*** Opening Supplied entries ***
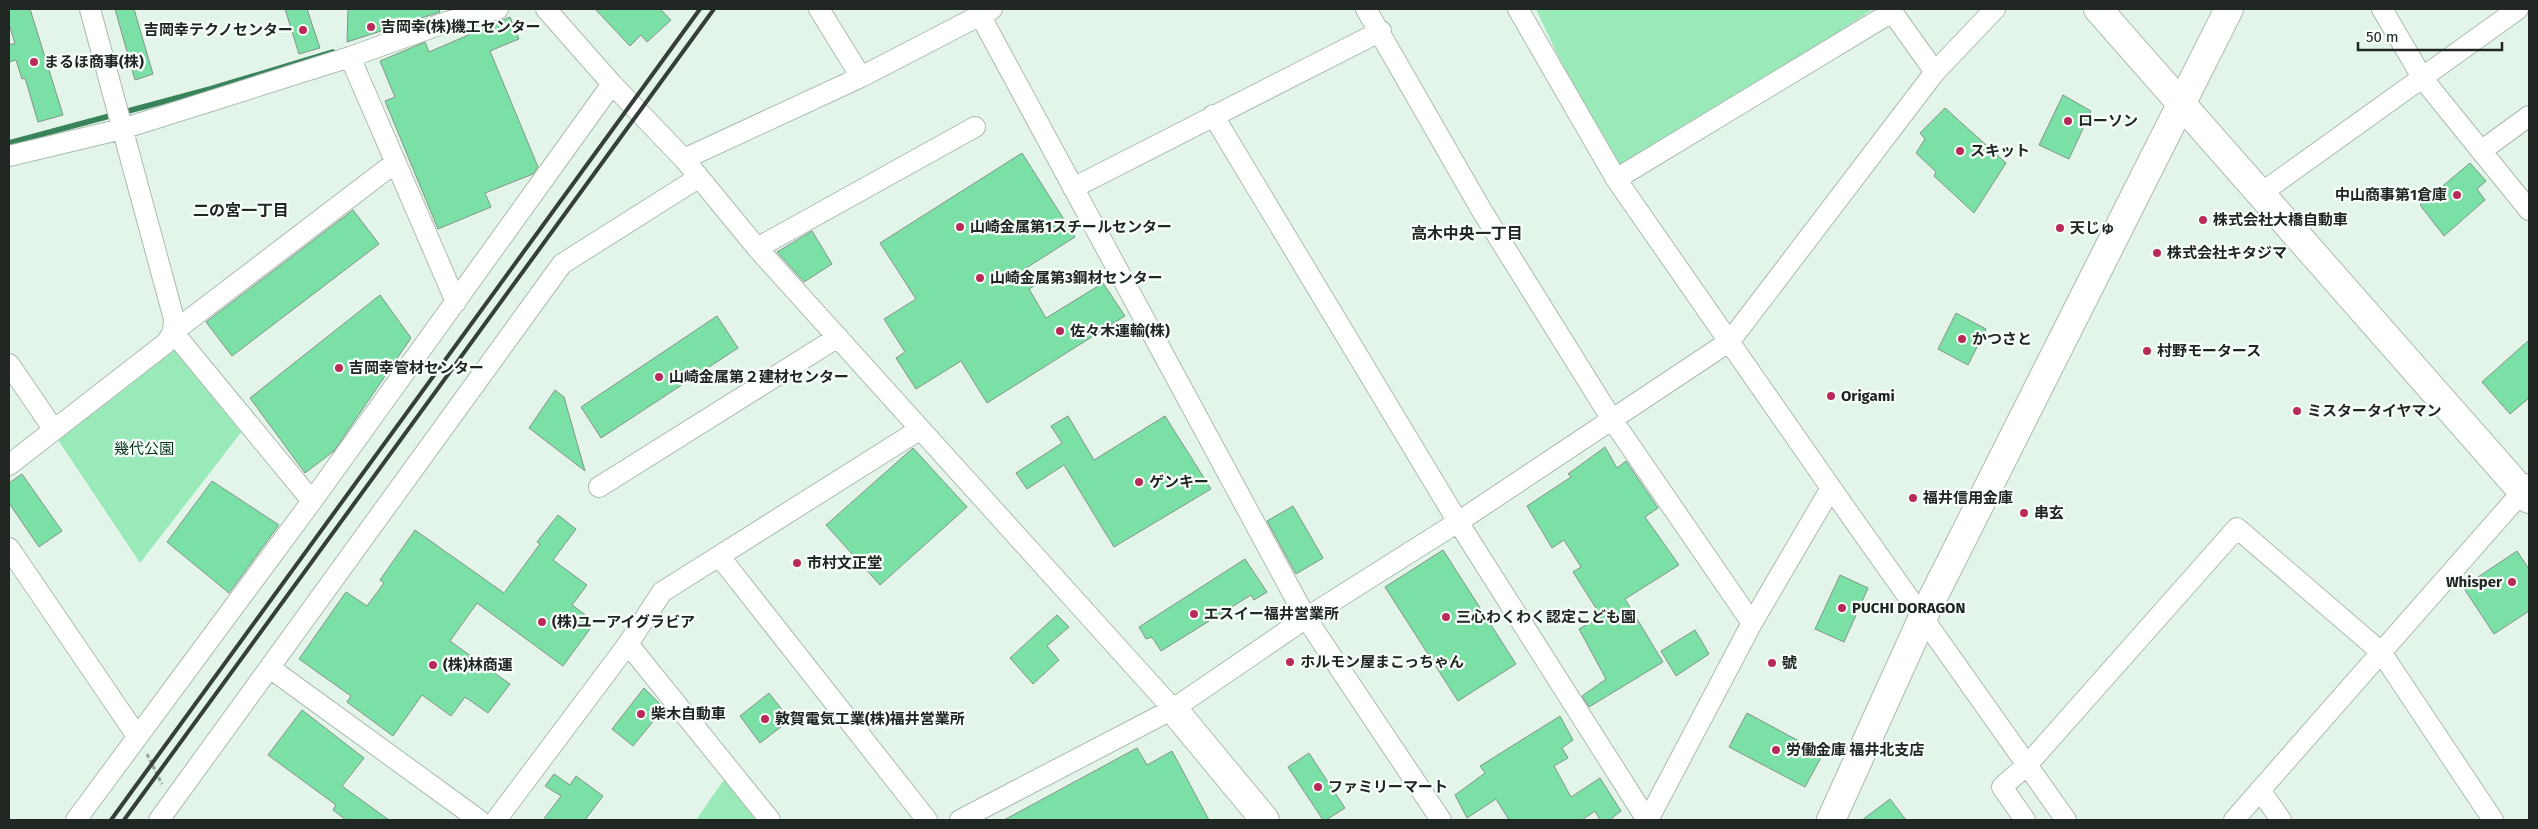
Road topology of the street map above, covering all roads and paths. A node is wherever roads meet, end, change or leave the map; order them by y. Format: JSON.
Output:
{"nodes":[{"id":1,"x":90,"y":9,"type":"edge"},
{"id":2,"x":498,"y":9,"type":"edge"},
{"id":3,"x":546,"y":9,"type":"edge"},
{"id":4,"x":819,"y":9,"type":"edge"},
{"id":5,"x":1366,"y":9,"type":"edge"},
{"id":6,"x":1518,"y":9,"type":"edge"},
{"id":7,"x":1996,"y":9,"type":"edge"},
{"id":8,"x":2098,"y":9,"type":"edge"},
{"id":9,"x":2229,"y":9,"type":"edge"},
{"id":10,"x":2382,"y":9,"type":"edge"},
{"id":11,"x":2518,"y":9,"type":"edge"},
{"id":12,"x":1891,"y":10,"type":"edge"},
{"id":13,"x":986,"y":12,"type":"edge"},
{"id":14,"x":1381,"y":31,"type":"junction"},
{"id":15,"x":350,"y":57,"type":"junction"},
{"id":16,"x":1935,"y":72,"type":"junction"},
{"id":17,"x":861,"y":77,"type":"junction"},
{"id":18,"x":2423,"y":78,"type":"junction"},
{"id":19,"x":612,"y":84,"type":"junction"},
{"id":20,"x":2183,"y":103,"type":"junction"},
{"id":21,"x":1213,"y":115,"type":"junction"},
{"id":22,"x":2529,"y":116,"type":"edge"},
{"id":23,"x":975,"y":127,"type":"dead end"},
{"id":24,"x":122,"y":128,"type":"junction"},
{"id":25,"x":2481,"y":151,"type":"junction"},
{"id":26,"x":9,"y":156,"type":"edge"},
{"id":27,"x":684,"y":159,"type":"junction"},
{"id":28,"x":396,"y":162,"type":"junction"},
{"id":29,"x":698,"y":178,"type":"junction"},
{"id":30,"x":1616,"y":178,"type":"junction"},
{"id":31,"x":1073,"y":188,"type":"junction"},
{"id":32,"x":2260,"y":194,"type":"junction"},
{"id":33,"x":2529,"y":210,"type":"edge"},
{"id":34,"x":757,"y":248,"type":"junction"},
{"id":35,"x":456,"y":302,"type":"junction"},
{"id":36,"x":173,"y":332,"type":"junction"},
{"id":37,"x":838,"y":337,"type":"junction"},
{"id":38,"x":1730,"y":341,"type":"junction"},
{"id":39,"x":9,"y":364,"type":"edge"},
{"id":40,"x":1612,"y":418,"type":"junction"},
{"id":41,"x":54,"y":430,"type":"junction"},
{"id":42,"x":919,"y":430,"type":"junction"},
{"id":43,"x":9,"y":465,"type":"edge"},
{"id":44,"x":599,"y":487,"type":"dead end"},
{"id":45,"x":1831,"y":488,"type":"junction"},
{"id":46,"x":2527,"y":491,"type":"edge"},
{"id":47,"x":312,"y":501,"type":"junction"},
{"id":48,"x":1458,"y":522,"type":"junction"},
{"id":49,"x":9,"y":548,"type":"edge"},
{"id":50,"x":720,"y":557,"type":"junction"},
{"id":51,"x":1923,"y":617,"type":"junction"},
{"id":52,"x":1306,"y":618,"type":"junction"},
{"id":53,"x":1752,"y":622,"type":"junction"},
{"id":54,"x":628,"y":644,"type":"junction"},
{"id":55,"x":2382,"y":652,"type":"junction"},
{"id":56,"x":270,"y":668,"type":"junction"},
{"id":57,"x":1173,"y":710,"type":"junction"},
{"id":58,"x":137,"y":736,"type":"junction"},
{"id":59,"x":2028,"y":764,"type":"junction"},
{"id":60,"x":2260,"y":790,"type":"junction"},
{"id":61,"x":172,"y":803,"type":"junction"},
{"id":62,"x":76,"y":820,"type":"edge"},
{"id":63,"x":159,"y":820,"type":"edge"},
{"id":64,"x":479,"y":820,"type":"edge"},
{"id":65,"x":496,"y":820,"type":"edge"},
{"id":66,"x":770,"y":820,"type":"edge"},
{"id":67,"x":927,"y":820,"type":"edge"},
{"id":68,"x":960,"y":820,"type":"edge"},
{"id":69,"x":1265,"y":820,"type":"edge"},
{"id":70,"x":1441,"y":820,"type":"edge"},
{"id":71,"x":1647,"y":820,"type":"edge"},
{"id":72,"x":1831,"y":820,"type":"edge"},
{"id":73,"x":2025,"y":820,"type":"edge"},
{"id":74,"x":2066,"y":820,"type":"edge"},
{"id":75,"x":2234,"y":820,"type":"edge"},
{"id":76,"x":2281,"y":820,"type":"edge"},
{"id":77,"x":2493,"y":820,"type":"edge"}],
"edges":[{"from":1,"to":24,"type":"street"},
{"from":2,"to":15,"type":"street"},
{"from":3,"to":19,"type":"street"},
{"from":4,"to":17,"type":"street"},
{"from":5,"to":14,"type":"street"},
{"from":6,"to":30,"type":"street"},
{"from":7,"to":16,"type":"street"},
{"from":8,"to":20,"type":"street"},
{"from":9,"to":20,"type":"street"},
{"from":10,"to":18,"type":"street"},
{"from":11,"to":18,"type":"street"},
{"from":12,"to":16,"type":"street"},
{"from":12,"to":30,"type":"street"},
{"from":13,"to":17,"type":"street"},
{"from":13,"to":31,"type":"street"},
{"from":14,"to":21,"type":"street"},
{"from":14,"to":40,"type":"street"},
{"from":15,"to":24,"type":"street"},
{"from":15,"to":28,"type":"street"},
{"from":16,"to":38,"type":"street"},
{"from":17,"to":27,"type":"street"},
{"from":18,"to":25,"type":"street"},
{"from":18,"to":32,"type":"street"},
{"from":19,"to":27,"type":"street"},
{"from":19,"to":35,"type":"street"},
{"from":20,"to":32,"type":"street"},
{"from":20,"to":51,"type":"street"},
{"from":21,"to":31,"type":"street"},
{"from":21,"to":48,"type":"street"},
{"from":22,"to":25,"type":"street"},
{"from":23,"to":34,"type":"street"},
{"from":24,"to":26,"type":"street"},
{"from":24,"to":36,"type":"street"},
{"from":25,"to":33,"type":"street"},
{"from":27,"to":29,"type":"street"},
{"from":28,"to":35,"type":"street"},
{"from":28,"to":36,"type":"street"},
{"from":29,"to":34,"type":"street"},
{"from":29,"to":56,"type":"street"},
{"from":30,"to":38,"type":"street"},
{"from":31,"to":52,"type":"street"},
{"from":32,"to":46,"type":"street"},
{"from":34,"to":37,"type":"street"},
{"from":35,"to":47,"type":"street"},
{"from":36,"to":41,"type":"street"},
{"from":36,"to":47,"type":"street"},
{"from":37,"to":42,"type":"street"},
{"from":37,"to":44,"type":"street"},
{"from":38,"to":40,"type":"street"},
{"from":38,"to":45,"type":"street"},
{"from":39,"to":41,"type":"street"},
{"from":40,"to":48,"type":"street"},
{"from":40,"to":53,"type":"street"},
{"from":41,"to":43,"type":"street"},
{"from":42,"to":50,"type":"street"},
{"from":42,"to":57,"type":"street"},
{"from":45,"to":51,"type":"street"},
{"from":45,"to":53,"type":"street"},
{"from":46,"to":55,"type":"street"},
{"from":47,"to":58,"type":"street"},
{"from":48,"to":52,"type":"street"},
{"from":48,"to":71,"type":"street"},
{"from":49,"to":58,"type":"street"},
{"from":50,"to":54,"type":"street"},
{"from":50,"to":67,"type":"street"},
{"from":51,"to":59,"type":"street"},
{"from":51,"to":72,"type":"street"},
{"from":52,"to":57,"type":"street"},
{"from":52,"to":70,"type":"street"},
{"from":53,"to":71,"type":"street"},
{"from":54,"to":65,"type":"street"},
{"from":54,"to":66,"type":"street"},
{"from":55,"to":59,"type":"street"},
{"from":55,"to":60,"type":"street"},
{"from":55,"to":77,"type":"street"},
{"from":56,"to":61,"type":"street"},
{"from":56,"to":64,"type":"street"},
{"from":57,"to":68,"type":"street"},
{"from":57,"to":69,"type":"street"},
{"from":58,"to":61,"type":"path"},
{"from":58,"to":62,"type":"street"},
{"from":59,"to":73,"type":"street"},
{"from":59,"to":74,"type":"street"},
{"from":60,"to":75,"type":"street"},
{"from":60,"to":76,"type":"street"},
{"from":61,"to":63,"type":"street"}]}
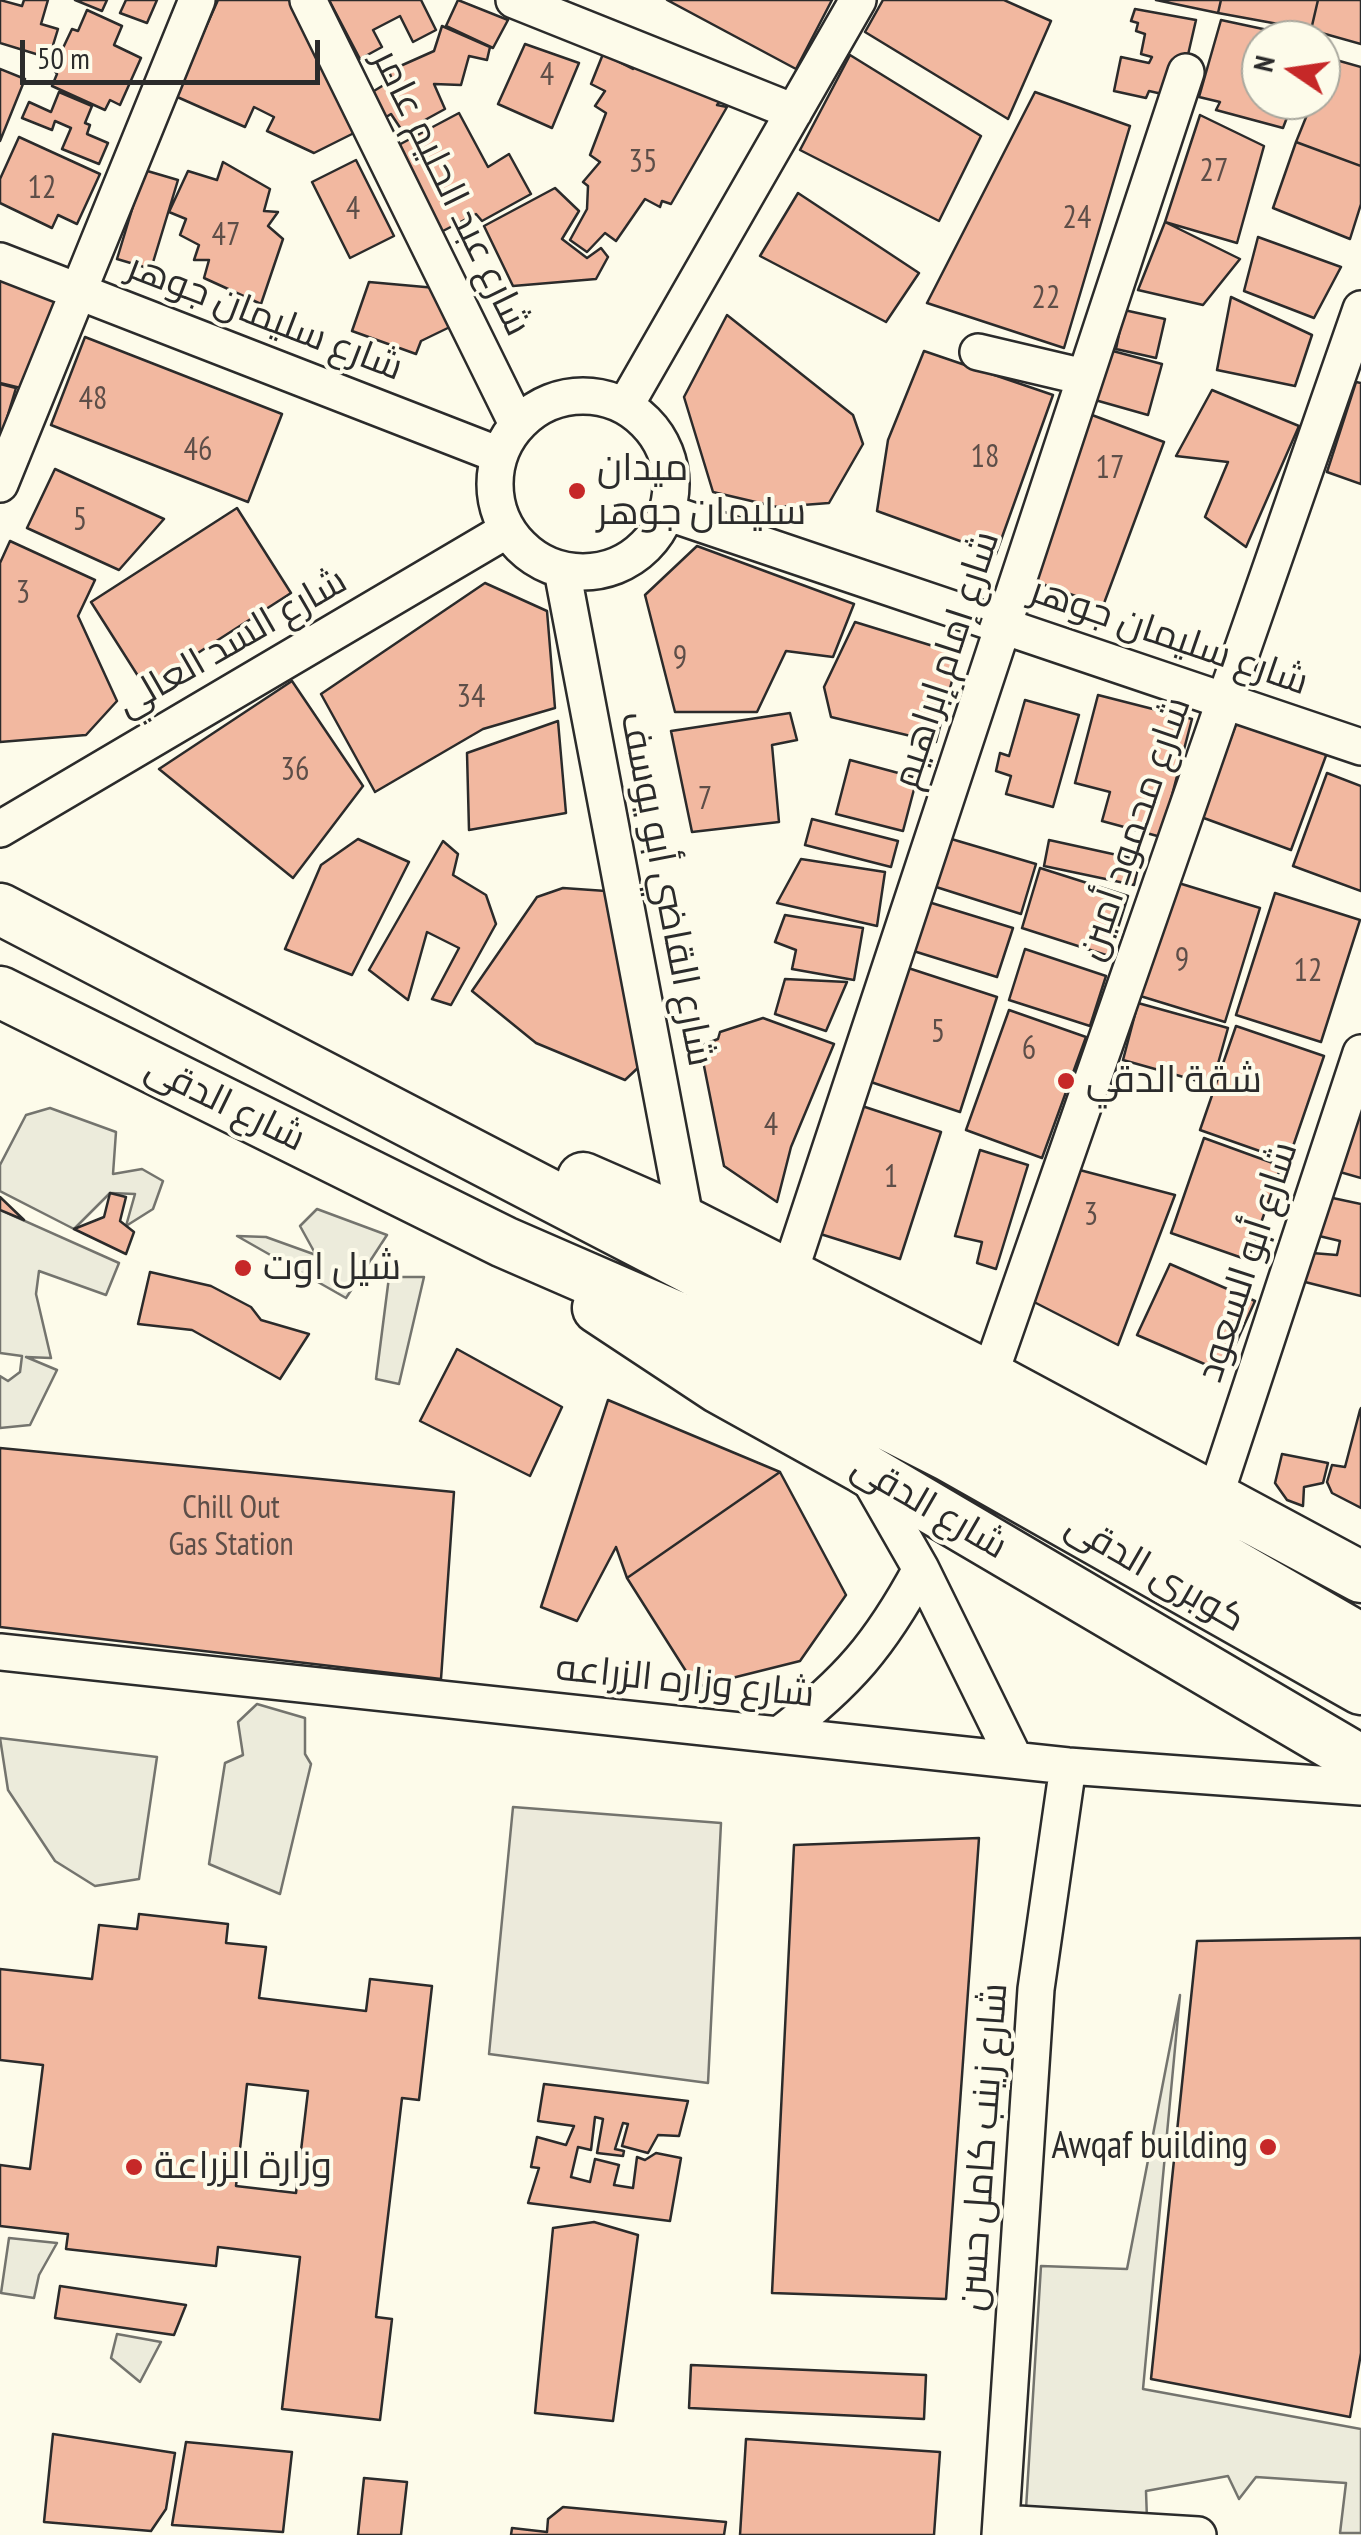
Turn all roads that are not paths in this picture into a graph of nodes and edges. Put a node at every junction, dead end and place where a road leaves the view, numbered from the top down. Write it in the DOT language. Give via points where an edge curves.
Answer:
graph roads {
  1 [pos="197,0"];
  2 [pos="308,0"];
  3 [pos="514,0"];
  4 [pos="858,0"];
  5 [pos="1186,72"];
  6 [pos="794,112"];
  7 [pos="0,261"];
  8 [pos="79,291"];
  9 [pos="1361,310"];
  10 [pos="978,352"];
  11 [pos="1084,378"];
  12 [pos="625,406"];
  13 [pos="518,424"];
  14 [pos="500,455"];
  15 [pos="0,484"];
  16 [pos="666,512"];
  17 [pos="507,530"];
  18 [pos="562,570"];
  19 [pos="1002,626"];
  20 [pos="1225,701"];
  21 [pos="1361,747"];
  22 [pos="0,828"];
  23 [pos="0,908"];
  24 [pos="0,992"];
  25 [pos="1361,1054"];
  26 [pos="483,1160"];
  27 [pos="686,1223"];
  28 [pos="504,1242"];
  29 [pos="789,1274"];
  30 [pos="970,1416"];
  31 [pos="864,1468"];
  32 [pos="1215,1496"];
  33 [pos="921,1569"];
  34 [pos="1361,1577"];
  35 [pos="1361,1639"];
  36 [pos="0,1652"];
  37 [pos="1361,1690"];
  38 [pos="779,1736"];
  39 [pos="1015,1760"];
  40 [pos="1361,1760"];
  41 [pos="1068,1766"];
  42 [pos="1361,1787"];
  43 [pos="1001,2529"];
  44 [pos="1198,2535"];
  1 -- 8 [label="street"];
  2 -- 13 [label="street, شارع عبد الحليم عامر"];
  3 -- 6 [label="street"];
  4 -- 6 [label="street"];
  5 -- 11 [label="street, شارع إمام إبراهيم"];
  6 -- 12 [label="street"];
  7 -- 8 [label="street, شارع سليمان جوهر"];
  8 -- 14 [label="street, شارع سليمان جوهر"];
  8 -- 15 [label="street"];
  9 -- 20 [label="street, شارع محمود أمين"];
  10 -- 11 [label="street"];
  11 -- 19 [label="street, شارع إمام إبراهيم"];
  12 -- 13 [label="street" via="597,396 568,396"];
  12 -- 16 [label="street" via="649,425 665,451 672,482"];
  13 -- 14 [label="street"];
  14 -- 17 [label="street" via="494,480"];
  16 -- 18 [label="street" via="643,549 626,561 605,570"];
  16 -- 19 [label="street, شارع سليمان جوهر"];
  17 -- 18 [label="street" via="541,562"];
  17 -- 22 [label="street, شارع السد العالي"];
  18 -- 27 [label="street, شارع القاضي أبو يوسف"];
  19 -- 20 [label="street, شارع سليمان جوهر"];
  19 -- 29 [label="street, شارع إمام إبراهيم"];
  20 -- 21 [label="street, شارع سليمان جوهر"];
  20 -- 30 [label="street, شارع محمود أمين"];
  23 -- 26 [label="main road, شارع الدقى"];
  24 -- 28 [label="main road, شارع الدقى"];
  25 -- 32 [label="street, شارع أبو السعود"];
  26 -- 27 [label="main road, شارع الدقى" via="535,1164 589,1180"];
  26 -- 30 [label="main road, شارع الدقى"];
  27 -- 29 [label="main road, شارع الدقى"];
  28 -- 30 [label="main road, شارع الدقى" via="674,1316"];
  28 -- 31 [label="main road, شارع الدقى" via="720,1388"];
  29 -- 30 [label="main road, شارع الدقى"];
  30 -- 32 [label="main road, شارع الدقى"];
  30 -- 35 [label="main road, كوبرى الدقى"];
  30 -- 37 [label="main road, كوبرى الدقى"];
  31 -- 33 [label="street"];
  31 -- 40 [label="main road, شارع الدقى"];
  32 -- 34 [label="main road, شارع الدقى"];
  33 -- 38 [label="street" via="886,1633 835,1692"];
  33 -- 39 [label="street"];
  36 -- 38 [label="street, شارع وزاره الزراعه"];
  38 -- 39 [label="street, شارع وزاره الزراعه"];
  39 -- 41 [label="street, شارع وزاره الزراعه"];
  41 -- 42 [label="street, شارع وزاره الزراعه"];
  41 -- 43 [label="street, شارع زينب كامل حسن" via="1036,1989"];
  43 -- 44 [label="street"];
}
*** Closing Supplied entries ***
The lines in the records above that include the word "edges" must be copied out.

"edges":[{"from":1,"to":24,"type":"street"},
Turn all roads that are not paths in this picture into a graph of nodes and edges. Put a node at every junction, dead end and place where a road leaves the view, numbered from the top down. Write it in the DOT language. Give via points where an edge curves.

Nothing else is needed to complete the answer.